How is knowledge constructed in school?
How is knowledge constructed in school? Sounds like a simple question. As a former science teacher, and someone who taught in a rather traditional fashion, I would have answered this question this way. I (teacher) helped my students come to understand chemistry by presenting the ideas, laying out the story, challenging them with problems, asking them questions, structuring lab experiments to experience the concept, and evaluating their ability to retell the story the right way. My knowledge and thinking of chemistry was passed along intact to them as a learner. Like the chemistry text they used, I was a “real life, real-time” person they could interact with to learn the chemistry I understood. Without me, they could have learned most of the same chemistry just fine.
However, I now believe that in order for students to learn the chemistry deeply, they must construct new knowledge for themselves. They need to make sense of the chemistry they are learning in a way that is personal and meaningful to them. We are co-constructors of the knowledge, understanding and skills they learn.
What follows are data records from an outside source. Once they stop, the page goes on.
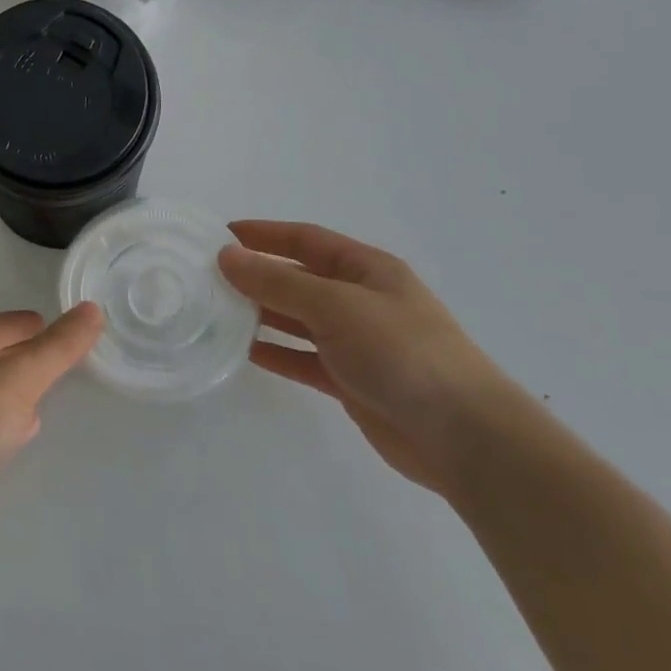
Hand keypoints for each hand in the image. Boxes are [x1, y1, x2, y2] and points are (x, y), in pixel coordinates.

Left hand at [0, 304, 104, 544]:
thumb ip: (56, 348)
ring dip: (13, 390)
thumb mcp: (17, 380)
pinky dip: (1, 421)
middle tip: (61, 360)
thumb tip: (92, 309)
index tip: (64, 329)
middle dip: (24, 356)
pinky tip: (18, 433)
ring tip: (43, 395)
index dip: (31, 324)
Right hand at [218, 222, 518, 491]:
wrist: (463, 436)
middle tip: (206, 278)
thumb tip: (226, 256)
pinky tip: (243, 351)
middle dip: (256, 275)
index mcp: (366, 269)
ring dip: (261, 313)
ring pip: (297, 318)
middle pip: (298, 278)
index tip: (220, 235)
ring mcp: (357, 342)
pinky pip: (303, 357)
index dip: (264, 234)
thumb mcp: (335, 305)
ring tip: (215, 311)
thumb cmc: (401, 352)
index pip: (305, 239)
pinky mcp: (351, 380)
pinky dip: (276, 352)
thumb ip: (277, 282)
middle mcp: (361, 300)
I am not simply imparting the knowledge to them, but more importantly, I am “tiling the soil” that is their learning.
One example for how different students construct their own meaning is illustrated in the concept maps shown below. I gave students, in an online chemistry course I taught a few years ago, an assignment asking them to construct a concept map that demonstrated their understanding of polymer chemistry. While the concepts maps have some similarities, there are significant differences in how these students made sense of the chemistry we learned. There minds constructed the knowledge differently and emphasized certain parts more than others. In addition, they each approached the design aspect of the assignment from a different point-of-view.
I have come to see the classroom as a place where teachers must try to see their students as “constructors” of the knowledge, understandings and skills we want them to learn. They have to make meaning of the ideas for themselves. I would encourage us to see ourselves as partners with them, not as people who pass knowledge down to them.
Clearly, this topic has many layers of complexity to it. Having recently finished David Perkins book, Future Wise: Educating our Students for a Changing World, I have come to realize the value in thinking more deeply about what we teach, how we teach, and why we teach. I would offer these three questions up to you to think about. Dr. Perkins does a marvelous job of getting the reader to formulate answers to these questions, especially from the perspective of design.